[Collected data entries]
------------------------

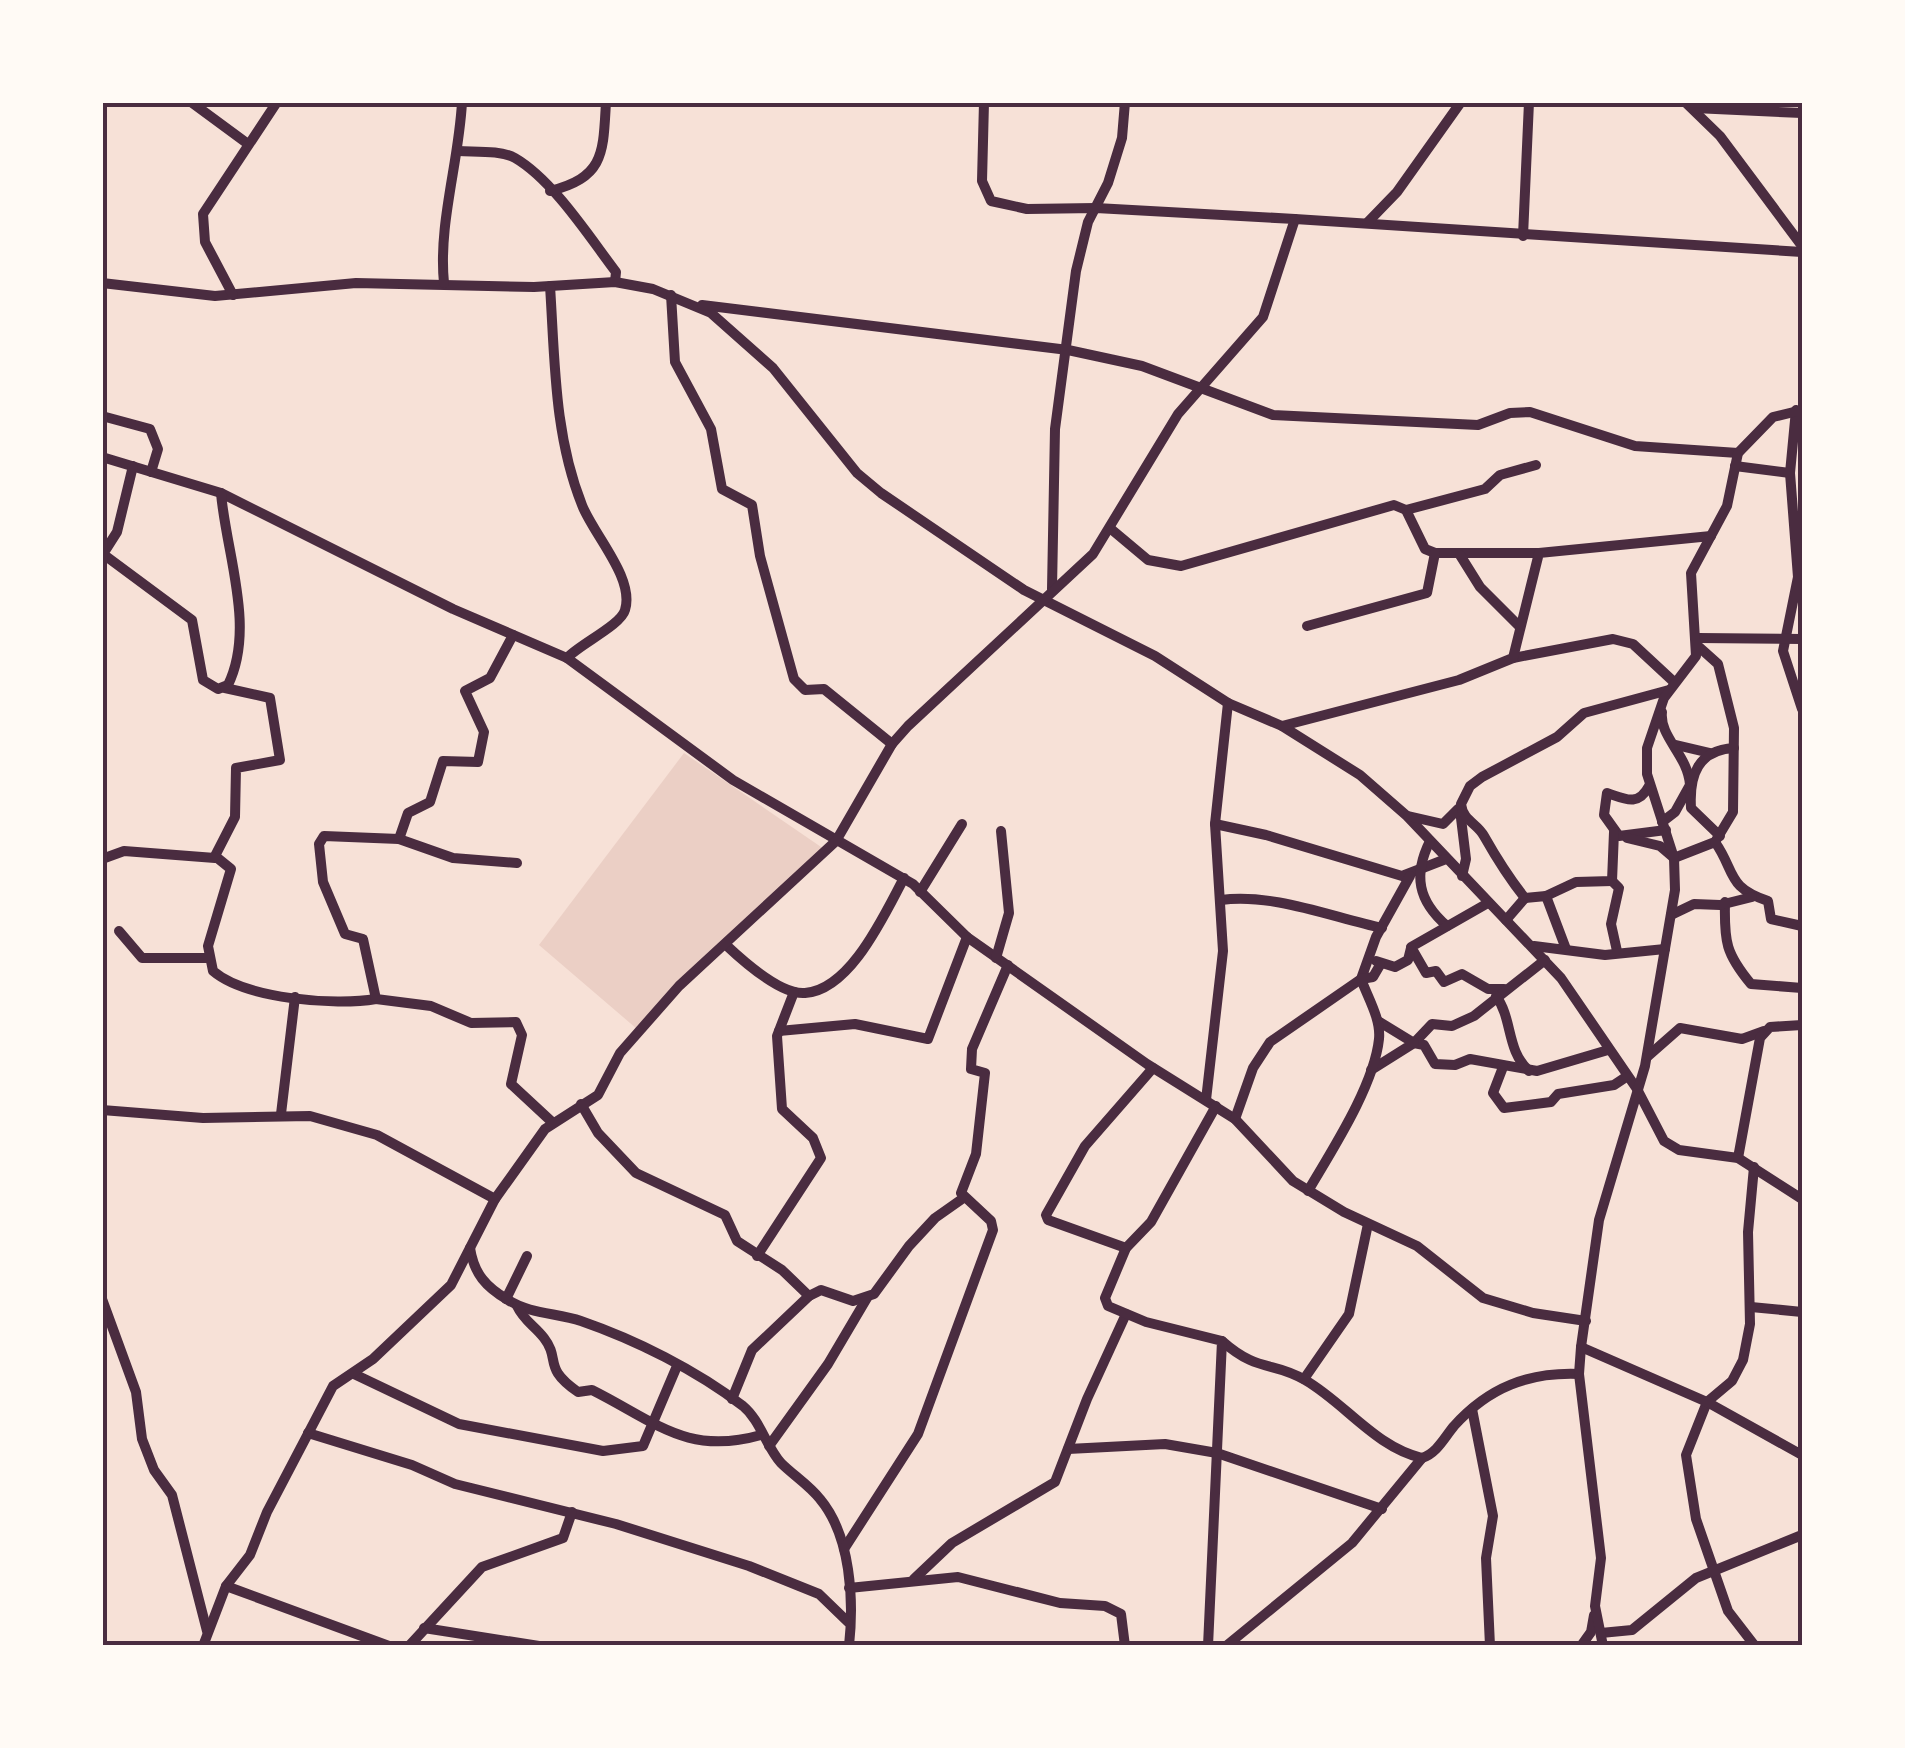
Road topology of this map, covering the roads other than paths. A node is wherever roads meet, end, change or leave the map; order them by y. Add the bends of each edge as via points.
1 (191, 102) edge
2 (277, 102) edge
3 (462, 102) edge
4 (606, 102) edge
5 (984, 102) edge
6 (1126, 102) edge
7 (1461, 102) edge
8 (1529, 102) edge
9 (1689, 105) edge
10 (1802, 114) edge
11 (248, 144) junction
12 (459, 151) junction
13 (550, 191) junction
14 (1096, 208) junction
15 (1295, 219) junction
16 (1367, 223) junction
17 (1524, 236) junction
18 (1802, 249) edge
19 (614, 282) junction
20 (102, 283) edge
21 (444, 283) junction
22 (550, 286) junction
23 (234, 294) junction
24 (672, 296) junction
25 (691, 304) junction
26 (1068, 350) junction
27 (1204, 388) junction
28 (1799, 410) edge
29 (102, 416) edge
30 (1738, 453) junction
31 (102, 457) edge
32 (1536, 465) dead end
33 (134, 466) junction
34 (1735, 466) junction
35 (151, 472) junction
36 (1790, 473) junction
37 (221, 493) junction
38 (1406, 510) junction
39 (1111, 528) junction
40 (1712, 536) junction
41 (1436, 553) junction
42 (1539, 553) junction
43 (1460, 555) junction
44 (1052, 589) junction
45 (1040, 600) junction
46 (1797, 608) edge
47 (1308, 626) dead end
48 (1519, 626) junction
49 (513, 635) junction
50 (1784, 636) junction
51 (1802, 638) edge
52 (1698, 643) junction
53 (567, 658) junction
54 (1513, 658) junction
55 (225, 688) junction
56 (1669, 690) junction
57 (1228, 703) junction
58 (1802, 709) edge
59 (1282, 726) junction
60 (892, 744) junction
61 (1676, 745) junction
62 (1734, 748) junction
63 (1710, 753) junction
64 (1649, 785) junction
65 (1690, 785) junction
66 (1462, 804) junction
67 (1407, 816) junction
68 (962, 824) dead end
69 (1215, 824) junction
70 (1443, 824) junction
71 (1664, 826) junction
72 (1001, 831) dead end
73 (1614, 832) junction
74 (1627, 838) junction
75 (1717, 839) junction
76 (399, 840) junction
77 (1430, 841) junction
78 (836, 842) junction
79 (1442, 855) junction
80 (215, 858) junction
81 (1674, 858) junction
82 (102, 859) edge
83 (517, 862) dead end
84 (1414, 875) junction
85 (1462, 876) junction
86 (904, 878) junction
87 (1612, 881) junction
88 (920, 892) junction
89 (1546, 896) junction
90 (1753, 897) junction
91 (1525, 898) junction
92 (1221, 900) junction
93 (1725, 902) junction
94 (1488, 903) junction
95 (1671, 915) junction
96 (1506, 920) junction
97 (1447, 926) junction
98 (1802, 926) edge
99 (1382, 928) junction
100 (119, 932) dead end
101 (967, 937) junction
102 (726, 945) junction
103 (1533, 946) junction
104 (1411, 947) junction
105 (1566, 949) junction
106 (1665, 949) junction
107 (1617, 952) junction
108 (1368, 953) junction
109 (208, 958) junction
110 (996, 958) junction
111 (1545, 960) junction
112 (1008, 965) junction
113 (1380, 965) junction
114 (1361, 979) junction
115 (1802, 988) edge
116 (794, 992) junction
117 (1501, 993) junction
118 (296, 996) junction
119 (376, 999) junction
120 (1378, 1021) junction
121 (1802, 1025) edge
122 (779, 1031) junction
123 (1764, 1031) junction
124 (1414, 1043) junction
125 (1608, 1050) junction
126 (1646, 1057) junction
127 (1503, 1067) junction
128 (1153, 1068) junction
129 (1372, 1070) junction
130 (1530, 1071) junction
131 (1626, 1077) junction
132 (1637, 1089) junction
133 (1211, 1103) junction
134 (581, 1104) junction
135 (102, 1110) edge
136 (281, 1114) junction
137 (1234, 1119) junction
138 (552, 1122) junction
139 (1738, 1158) junction
140 (1754, 1167) junction
141 (1308, 1191) junction
142 (495, 1198) junction
143 (962, 1198) junction
144 (1802, 1198) edge
145 (1368, 1224) junction
146 (470, 1247) junction
147 (1126, 1248) junction
148 (527, 1256) dead end
149 (757, 1256) junction
150 (809, 1296) junction
151 (867, 1298) junction
152 (102, 1299) edge
153 (512, 1302) junction
154 (1751, 1306) junction
155 (1802, 1312) edge
156 (1126, 1314) junction
157 (1586, 1321) junction
158 (1222, 1340) junction
159 (1582, 1347) junction
160 (677, 1366) junction
161 (354, 1374) junction
162 (1579, 1374) junction
163 (1304, 1379) junction
164 (732, 1400) junction
165 (1708, 1402) junction
166 (1472, 1409) junction
167 (653, 1420) junction
168 (308, 1434) junction
169 (762, 1435) junction
170 (1802, 1441) edge
171 (769, 1446) junction
172 (1789, 1447) junction
173 (1068, 1449) junction
174 (1217, 1454) junction
175 (1802, 1455) edge
176 (1422, 1458) junction
177 (1382, 1508) junction
178 (572, 1512) junction
179 (1802, 1535) edge
180 (844, 1549) junction
181 (1716, 1567) junction
182 (914, 1579) junction
183 (226, 1586) junction
184 (849, 1588) junction
185 (1595, 1606) junction
186 (849, 1622) junction
187 (424, 1628) junction
188 (207, 1632) junction
189 (1602, 1640) edge
190 (487, 1642) edge
191 (204, 1646) edge
192 (390, 1646) edge
193 (409, 1646) edge
194 (539, 1646) edge
195 (849, 1646) edge
196 (1125, 1646) edge
197 (1208, 1646) edge
198 (1226, 1646) edge
199 (1490, 1646) edge
200 (1580, 1646) edge
201 (1755, 1646) edge

1 - 11 street
2 - 11 street
3 - 12 street
4 - 13 street via 596,165 585,179
5 - 14 street via 982,182 992,201 1027,209
6 - 14 street via 1122,138
7 - 16 street
8 - 17 street
9 - 10 street
9 - 18 street via 1720,136
11 - 23 street via 211,199 201,228
12 - 13 street via 512,156
12 - 21 street via 441,258
13 - 19 street via 616,272
14 - 15 street
14 - 26 street via 1080,245
15 - 16 street
15 - 27 street via 1263,318
16 - 17 street
17 - 18 street
19 - 22 street
19 - 24 street
20 - 23 street via 192,296
21 - 22 street
21 - 23 street
22 - 53 street via 563,452 626,597 622,617
24 - 25 street
24 - 60 street via 675,362 711,429 722,489 752,504 794,679 805,690 824,689
25 - 26 street
25 - 45 street via 752,346 866,481
26 - 27 street
26 - 44 street via 1056,429
27 - 30 street via 1274,415 1478,425 1530,412 1635,446
27 - 39 street via 1178,414
28 - 30 street via 1773,416
28 - 36 street
29 - 35 street via 150,429 158,449
30 - 34 street
31 - 33 street
32 - 38 street via 1500,475 1484,489
33 - 35 street
33 - 55 street via 117,532 102,554 192,620 203,680
34 - 36 street
34 - 40 street
35 - 37 street
36 - 46 street
37 - 49 street
37 - 55 street via 240,621
38 - 39 street via 1382,506 1180,566 1148,560
38 - 41 street via 1425,548
39 - 44 street via 1093,554
40 - 42 street
40 - 52 street via 1689,581
41 - 43 street
41 - 47 street via 1427,592
42 - 43 street
42 - 48 street
43 - 48 street via 1480,587
44 - 45 street
45 - 57 street via 1155,656
45 - 60 street
46 - 50 street
48 - 54 street
49 - 53 street
49 - 76 street via 490,678 465,691 484,732 478,762 443,760 430,802 408,813
50 - 51 street
50 - 52 street
50 - 58 street via 1783,657
52 - 56 street
52 - 62 street via 1718,664
53 - 78 street via 733,780
54 - 56 street via 1614,639 1633,644
54 - 59 street via 1458,680
55 - 80 street via 270,698 280,760 236,768 235,816
56 - 61 street via 1661,722
56 - 64 street via 1647,748
56 - 66 street via 1584,713 1556,737 1482,777
57 - 59 street
57 - 69 street
59 - 67 street via 1360,774
60 - 78 street
61 - 63 street
61 - 65 street
62 - 63 street
62 - 75 street via 1733,812
63 - 65 street
64 - 71 street
64 - 73 street via 1630,801 1607,793 1604,815
65 - 71 street
65 - 75 street via 1691,808
66 - 70 street
66 - 85 street
66 - 91 street via 1492,858
67 - 70 street
67 - 77 street
68 - 88 street
69 - 84 street
69 - 92 street
70 - 79 street
71 - 74 street
71 - 81 street
72 - 110 street via 1009,913
73 - 74 street
73 - 87 street
74 - 81 street via 1660,846
75 - 81 street
75 - 90 street via 1730,878
76 - 83 street via 454,858
76 - 119 street via 324,836 318,844 326,892 345,934 363,939
77 - 79 street
77 - 84 street
78 - 86 street
78 - 102 street
79 - 84 street
79 - 85 street
80 - 82 street via 124,850
80 - 109 street via 231,869
81 - 95 street
84 - 97 street
84 - 99 street
85 - 94 street
86 - 88 street
86 - 116 street via 855,961 820,990
87 - 89 street via 1576,882
87 - 107 street via 1620,888 1611,924
88 - 101 street
89 - 91 street
89 - 105 street
90 - 93 street
90 - 98 street via 1768,901 1772,919
91 - 96 street
92 - 99 street via 1276,903
92 - 133 street
93 - 95 street via 1694,904
93 - 115 street via 1732,964 1752,984
94 - 96 street
94 - 97 street
95 - 106 street
96 - 103 street
97 - 104 street
99 - 108 street
100 - 109 street via 142,958
101 - 110 street
101 - 122 street via 928,1039 855,1024
102 - 116 street
102 - 134 street via 638,1030 598,1094
103 - 105 street
103 - 111 street
104 - 113 street via 1402,964
104 - 117 street via 1426,973 1436,971 1444,982 1462,974
105 - 107 street
106 - 107 street
106 - 126 street
108 - 113 street
108 - 114 street
109 - 118 street via 220,977
110 - 112 street
111 - 117 street
111 - 125 street
112 - 128 street
112 - 143 street via 972,1049 971,1069 985,1072 983,1106
113 - 114 street via 1373,977
114 - 120 street
114 - 137 street via 1270,1042
116 - 122 street
117 - 124 street via 1464,1022 1425,1028
117 - 130 street via 1516,1056
118 - 119 street via 360,1004
118 - 136 street
119 - 138 street via 431,1006 471,1023 516,1022 522,1035 511,1084
120 - 124 street
120 - 129 street
121 - 123 street
122 - 149 street via 782,1109 813,1138 821,1158
123 - 126 street via 1742,1039 1680,1028
123 - 139 street
124 - 127 street via 1443,1066 1470,1059
124 - 129 street
125 - 130 street
125 - 131 street
126 - 132 street
127 - 130 street
127 - 131 street via 1493,1093 1504,1108 1551,1102 1558,1094
128 - 133 street
128 - 147 street via 1085,1146 1047,1210 1048,1220
129 - 141 street
131 - 132 street
132 - 139 street via 1670,1147
132 - 157 street via 1599,1220
133 - 137 street
133 - 147 street via 1166,1197
134 - 138 street
134 - 149 street via 598,1133 636,1172 725,1215 728,1230
135 - 136 street via 204,1118
136 - 142 street via 377,1135
137 - 141 street via 1271,1163
138 - 142 street
139 - 140 street
140 - 144 street
140 - 154 street
141 - 145 street
142 - 146 street
143 - 151 street via 935,1218
143 - 180 street via 994,1230 918,1434
145 - 157 street via 1417,1246 1483,1298
145 - 163 street via 1349,1314
146 - 153 street via 482,1282
146 - 161 street via 451,1284
147 - 156 street via 1105,1298
148 - 153 street
149 - 150 street
150 - 151 street via 821,1290 839,1300
150 - 164 street via 752,1350
151 - 171 street
152 - 188 street via 136,1392 142,1439 172,1495
153 - 160 street via 611,1332
153 - 167 street via 544,1337 560,1378 578,1392 592,1390
154 - 155 street
154 - 165 street via 1742,1360 1732,1381
156 - 158 street
156 - 173 street
157 - 159 street
158 - 163 street via 1256,1366
158 - 174 street
159 - 162 street
159 - 165 street
160 - 164 street
160 - 167 street
161 - 167 street via 459,1424 590,1449 643,1446
161 - 168 street via 333,1386
162 - 166 street via 1534,1374
162 - 185 street via 1601,1558
163 - 176 street via 1393,1447
164 - 169 street
165 - 172 street
165 - 181 street via 1692,1432 1686,1466 1696,1518
166 - 176 street
166 - 199 street via 1494,1516 1486,1558
167 - 169 street via 678,1437 706,1444
168 - 178 street via 412,1464 454,1484
168 - 183 street via 250,1556
169 - 171 street
170 - 172 street
171 - 180 street via 822,1501
172 - 175 street
173 - 174 street via 1165,1444
173 - 182 street via 1050,1488 952,1543
174 - 177 street
174 - 197 street
176 - 177 street
177 - 198 street via 1352,1543
178 - 186 street via 749,1566 819,1594
178 - 187 street via 563,1538 482,1567
179 - 181 street
180 - 184 street
181 - 189 street via 1632,1630
181 - 201 street via 1728,1611
182 - 184 street
182 - 196 street via 958,1577 1060,1603 1113,1608 1122,1614
183 - 188 street
183 - 192 street
184 - 186 street
185 - 189 street
185 - 200 street via 1591,1632
186 - 195 street
187 - 190 street
187 - 193 street
188 - 191 street
190 - 194 street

------------------------

### AIM OF THE TASK
Search the entries for the word "dead". Copy every line where it occurs.

### TASK OUTPUT
32 (1536, 465) dead end
47 (1308, 626) dead end
68 (962, 824) dead end
72 (1001, 831) dead end
83 (517, 862) dead end
100 (119, 932) dead end
148 (527, 1256) dead end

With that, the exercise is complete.